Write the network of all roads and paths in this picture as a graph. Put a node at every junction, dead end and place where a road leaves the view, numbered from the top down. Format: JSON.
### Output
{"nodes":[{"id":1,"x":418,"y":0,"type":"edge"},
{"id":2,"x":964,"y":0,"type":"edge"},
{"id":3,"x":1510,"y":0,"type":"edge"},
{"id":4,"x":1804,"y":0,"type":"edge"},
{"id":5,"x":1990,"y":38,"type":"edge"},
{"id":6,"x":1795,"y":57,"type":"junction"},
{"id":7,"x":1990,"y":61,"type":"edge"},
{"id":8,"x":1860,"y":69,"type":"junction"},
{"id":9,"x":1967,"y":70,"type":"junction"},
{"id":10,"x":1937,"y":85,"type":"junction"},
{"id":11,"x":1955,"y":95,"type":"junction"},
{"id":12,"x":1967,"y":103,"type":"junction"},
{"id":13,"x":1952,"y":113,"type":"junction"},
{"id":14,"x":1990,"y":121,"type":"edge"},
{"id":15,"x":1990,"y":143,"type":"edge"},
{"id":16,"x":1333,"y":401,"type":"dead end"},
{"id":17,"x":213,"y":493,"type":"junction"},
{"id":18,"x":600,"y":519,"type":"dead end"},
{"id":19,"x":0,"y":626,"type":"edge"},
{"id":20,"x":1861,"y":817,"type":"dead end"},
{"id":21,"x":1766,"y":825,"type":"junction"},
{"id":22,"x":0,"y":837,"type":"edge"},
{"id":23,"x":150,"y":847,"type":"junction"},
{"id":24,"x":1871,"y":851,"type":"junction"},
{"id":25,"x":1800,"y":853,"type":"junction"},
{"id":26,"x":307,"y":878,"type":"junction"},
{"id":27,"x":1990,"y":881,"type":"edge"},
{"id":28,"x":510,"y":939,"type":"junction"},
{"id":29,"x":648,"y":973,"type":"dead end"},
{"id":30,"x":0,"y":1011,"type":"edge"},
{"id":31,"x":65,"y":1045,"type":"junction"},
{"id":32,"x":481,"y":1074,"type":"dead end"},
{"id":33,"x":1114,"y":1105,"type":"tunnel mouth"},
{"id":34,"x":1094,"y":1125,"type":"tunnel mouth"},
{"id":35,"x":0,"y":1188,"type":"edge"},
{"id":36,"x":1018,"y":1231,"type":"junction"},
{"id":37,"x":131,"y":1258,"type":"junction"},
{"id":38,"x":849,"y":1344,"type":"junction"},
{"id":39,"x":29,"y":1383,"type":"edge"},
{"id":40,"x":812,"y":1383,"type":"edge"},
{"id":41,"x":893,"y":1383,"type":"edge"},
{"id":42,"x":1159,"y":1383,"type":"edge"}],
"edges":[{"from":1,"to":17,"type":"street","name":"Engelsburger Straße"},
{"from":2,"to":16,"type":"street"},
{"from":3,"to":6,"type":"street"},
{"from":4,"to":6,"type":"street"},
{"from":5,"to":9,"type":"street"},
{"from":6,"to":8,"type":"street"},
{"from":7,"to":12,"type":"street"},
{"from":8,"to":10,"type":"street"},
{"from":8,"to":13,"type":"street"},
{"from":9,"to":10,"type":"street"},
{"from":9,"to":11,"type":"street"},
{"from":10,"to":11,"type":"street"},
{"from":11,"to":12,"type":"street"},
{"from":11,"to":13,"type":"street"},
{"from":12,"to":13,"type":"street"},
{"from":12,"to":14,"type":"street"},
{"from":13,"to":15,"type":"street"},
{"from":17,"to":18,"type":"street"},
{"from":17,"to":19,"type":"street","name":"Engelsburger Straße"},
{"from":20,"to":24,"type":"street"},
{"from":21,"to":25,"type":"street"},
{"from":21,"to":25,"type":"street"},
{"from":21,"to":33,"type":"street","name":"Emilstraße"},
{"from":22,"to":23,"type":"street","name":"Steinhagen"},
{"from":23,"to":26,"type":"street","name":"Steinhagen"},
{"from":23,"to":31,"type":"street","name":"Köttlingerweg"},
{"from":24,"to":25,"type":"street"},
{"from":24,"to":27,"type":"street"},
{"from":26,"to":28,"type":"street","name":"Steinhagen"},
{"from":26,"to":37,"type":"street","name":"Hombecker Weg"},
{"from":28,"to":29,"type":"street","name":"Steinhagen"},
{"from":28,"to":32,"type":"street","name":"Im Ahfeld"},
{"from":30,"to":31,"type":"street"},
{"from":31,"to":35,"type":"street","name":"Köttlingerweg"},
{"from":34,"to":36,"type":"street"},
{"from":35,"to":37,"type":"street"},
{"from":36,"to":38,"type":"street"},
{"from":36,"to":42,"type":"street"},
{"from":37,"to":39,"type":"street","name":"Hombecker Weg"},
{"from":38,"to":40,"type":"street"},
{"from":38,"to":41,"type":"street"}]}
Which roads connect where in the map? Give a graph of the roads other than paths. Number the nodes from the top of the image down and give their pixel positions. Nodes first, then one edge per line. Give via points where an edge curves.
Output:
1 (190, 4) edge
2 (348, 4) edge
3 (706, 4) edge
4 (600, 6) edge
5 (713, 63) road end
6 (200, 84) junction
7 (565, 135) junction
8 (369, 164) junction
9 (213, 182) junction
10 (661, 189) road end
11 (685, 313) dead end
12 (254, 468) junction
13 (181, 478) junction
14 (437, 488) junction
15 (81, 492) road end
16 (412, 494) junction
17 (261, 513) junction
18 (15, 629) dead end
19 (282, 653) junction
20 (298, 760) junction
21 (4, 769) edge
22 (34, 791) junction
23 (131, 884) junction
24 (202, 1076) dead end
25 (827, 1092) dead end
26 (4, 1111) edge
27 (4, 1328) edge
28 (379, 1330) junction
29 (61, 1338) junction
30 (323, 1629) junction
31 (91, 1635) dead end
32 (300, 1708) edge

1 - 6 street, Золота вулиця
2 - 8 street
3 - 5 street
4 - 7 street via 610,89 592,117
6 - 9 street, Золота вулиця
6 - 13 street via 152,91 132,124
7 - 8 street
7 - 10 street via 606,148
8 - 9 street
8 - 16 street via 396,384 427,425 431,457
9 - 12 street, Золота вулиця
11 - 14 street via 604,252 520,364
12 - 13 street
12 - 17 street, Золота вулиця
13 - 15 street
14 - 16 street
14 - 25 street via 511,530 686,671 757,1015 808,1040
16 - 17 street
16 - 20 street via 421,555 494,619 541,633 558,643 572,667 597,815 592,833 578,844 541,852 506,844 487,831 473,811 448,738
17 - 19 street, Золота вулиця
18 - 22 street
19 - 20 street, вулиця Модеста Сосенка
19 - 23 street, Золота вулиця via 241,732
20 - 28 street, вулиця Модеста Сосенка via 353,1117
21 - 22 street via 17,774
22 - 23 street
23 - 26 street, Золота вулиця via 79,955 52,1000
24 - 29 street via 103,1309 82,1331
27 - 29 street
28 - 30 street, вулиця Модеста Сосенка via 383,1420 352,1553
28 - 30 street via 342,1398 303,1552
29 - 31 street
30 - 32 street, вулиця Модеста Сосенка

------------------------------

◆ YOUR INSTRUCTIONS
Write a verbatim copy of the listing above.

◆ PROBLEM SOLUTION
Write the network of all roads and paths in this picture as a graph. Put a node at every junction, dead end and place where a road leaves the view, numbered from the top down. Format: JSON.
### Output
{"nodes":[{"id":1,"x":418,"y":0,"type":"edge"},
{"id":2,"x":964,"y":0,"type":"edge"},
{"id":3,"x":1510,"y":0,"type":"edge"},
{"id":4,"x":1804,"y":0,"type":"edge"},
{"id":5,"x":1990,"y":38,"type":"edge"},
{"id":6,"x":1795,"y":57,"type":"junction"},
{"id":7,"x":1990,"y":61,"type":"edge"},
{"id":8,"x":1860,"y":69,"type":"junction"},
{"id":9,"x":1967,"y":70,"type":"junction"},
{"id":10,"x":1937,"y":85,"type":"junction"},
{"id":11,"x":1955,"y":95,"type":"junction"},
{"id":12,"x":1967,"y":103,"type":"junction"},
{"id":13,"x":1952,"y":113,"type":"junction"},
{"id":14,"x":1990,"y":121,"type":"edge"},
{"id":15,"x":1990,"y":143,"type":"edge"},
{"id":16,"x":1333,"y":401,"type":"dead end"},
{"id":17,"x":213,"y":493,"type":"junction"},
{"id":18,"x":600,"y":519,"type":"dead end"},
{"id":19,"x":0,"y":626,"type":"edge"},
{"id":20,"x":1861,"y":817,"type":"dead end"},
{"id":21,"x":1766,"y":825,"type":"junction"},
{"id":22,"x":0,"y":837,"type":"edge"},
{"id":23,"x":150,"y":847,"type":"junction"},
{"id":24,"x":1871,"y":851,"type":"junction"},
{"id":25,"x":1800,"y":853,"type":"junction"},
{"id":26,"x":307,"y":878,"type":"junction"},
{"id":27,"x":1990,"y":881,"type":"edge"},
{"id":28,"x":510,"y":939,"type":"junction"},
{"id":29,"x":648,"y":973,"type":"dead end"},
{"id":30,"x":0,"y":1011,"type":"edge"},
{"id":31,"x":65,"y":1045,"type":"junction"},
{"id":32,"x":481,"y":1074,"type":"dead end"},
{"id":33,"x":1114,"y":1105,"type":"tunnel mouth"},
{"id":34,"x":1094,"y":1125,"type":"tunnel mouth"},
{"id":35,"x":0,"y":1188,"type":"edge"},
{"id":36,"x":1018,"y":1231,"type":"junction"},
{"id":37,"x":131,"y":1258,"type":"junction"},
{"id":38,"x":849,"y":1344,"type":"junction"},
{"id":39,"x":29,"y":1383,"type":"edge"},
{"id":40,"x":812,"y":1383,"type":"edge"},
{"id":41,"x":893,"y":1383,"type":"edge"},
{"id":42,"x":1159,"y":1383,"type":"edge"}],
"edges":[{"from":1,"to":17,"type":"street","name":"Engelsburger Straße"},
{"from":2,"to":16,"type":"street"},
{"from":3,"to":6,"type":"street"},
{"from":4,"to":6,"type":"street"},
{"from":5,"to":9,"type":"street"},
{"from":6,"to":8,"type":"street"},
{"from":7,"to":12,"type":"street"},
{"from":8,"to":10,"type":"street"},
{"from":8,"to":13,"type":"street"},
{"from":9,"to":10,"type":"street"},
{"from":9,"to":11,"type":"street"},
{"from":10,"to":11,"type":"street"},
{"from":11,"to":12,"type":"street"},
{"from":11,"to":13,"type":"street"},
{"from":12,"to":13,"type":"street"},
{"from":12,"to":14,"type":"street"},
{"from":13,"to":15,"type":"street"},
{"from":17,"to":18,"type":"street"},
{"from":17,"to":19,"type":"street","name":"Engelsburger Straße"},
{"from":20,"to":24,"type":"street"},
{"from":21,"to":25,"type":"street"},
{"from":21,"to":25,"type":"street"},
{"from":21,"to":33,"type":"street","name":"Emilstraße"},
{"from":22,"to":23,"type":"street","name":"Steinhagen"},
{"from":23,"to":26,"type":"street","name":"Steinhagen"},
{"from":23,"to":31,"type":"street","name":"Köttlingerweg"},
{"from":24,"to":25,"type":"street"},
{"from":24,"to":27,"type":"street"},
{"from":26,"to":28,"type":"street","name":"Steinhagen"},
{"from":26,"to":37,"type":"street","name":"Hombecker Weg"},
{"from":28,"to":29,"type":"street","name":"Steinhagen"},
{"from":28,"to":32,"type":"street","name":"Im Ahfeld"},
{"from":30,"to":31,"type":"street"},
{"from":31,"to":35,"type":"street","name":"Köttlingerweg"},
{"from":34,"to":36,"type":"street"},
{"from":35,"to":37,"type":"street"},
{"from":36,"to":38,"type":"street"},
{"from":36,"to":42,"type":"street"},
{"from":37,"to":39,"type":"street","name":"Hombecker Weg"},
{"from":38,"to":40,"type":"street"},
{"from":38,"to":41,"type":"street"}]}
Which roads connect where in the map? Give a graph of the roads other than paths. Number the nodes from the top of the image down and give their pixel positions. Nodes first, then one edge per line. Give via points where an edge curves.
Output:
1 (190, 4) edge
2 (348, 4) edge
3 (706, 4) edge
4 (600, 6) edge
5 (713, 63) road end
6 (200, 84) junction
7 (565, 135) junction
8 (369, 164) junction
9 (213, 182) junction
10 (661, 189) road end
11 (685, 313) dead end
12 (254, 468) junction
13 (181, 478) junction
14 (437, 488) junction
15 (81, 492) road end
16 (412, 494) junction
17 (261, 513) junction
18 (15, 629) dead end
19 (282, 653) junction
20 (298, 760) junction
21 (4, 769) edge
22 (34, 791) junction
23 (131, 884) junction
24 (202, 1076) dead end
25 (827, 1092) dead end
26 (4, 1111) edge
27 (4, 1328) edge
28 (379, 1330) junction
29 (61, 1338) junction
30 (323, 1629) junction
31 (91, 1635) dead end
32 (300, 1708) edge

1 - 6 street, Золота вулиця
2 - 8 street
3 - 5 street
4 - 7 street via 610,89 592,117
6 - 9 street, Золота вулиця
6 - 13 street via 152,91 132,124
7 - 8 street
7 - 10 street via 606,148
8 - 9 street
8 - 16 street via 396,384 427,425 431,457
9 - 12 street, Золота вулиця
11 - 14 street via 604,252 520,364
12 - 13 street
12 - 17 street, Золота вулиця
13 - 15 street
14 - 16 street
14 - 25 street via 511,530 686,671 757,1015 808,1040
16 - 17 street
16 - 20 street via 421,555 494,619 541,633 558,643 572,667 597,815 592,833 578,844 541,852 506,844 487,831 473,811 448,738
17 - 19 street, Золота вулиця
18 - 22 street
19 - 20 street, вулиця Модеста Сосенка
19 - 23 street, Золота вулиця via 241,732
20 - 28 street, вулиця Модеста Сосенка via 353,1117
21 - 22 street via 17,774
22 - 23 street
23 - 26 street, Золота вулиця via 79,955 52,1000
24 - 29 street via 103,1309 82,1331
27 - 29 street
28 - 30 street, вулиця Модеста Сосенка via 383,1420 352,1553
28 - 30 street via 342,1398 303,1552
29 - 31 street
30 - 32 street, вулиця Модеста Сосенка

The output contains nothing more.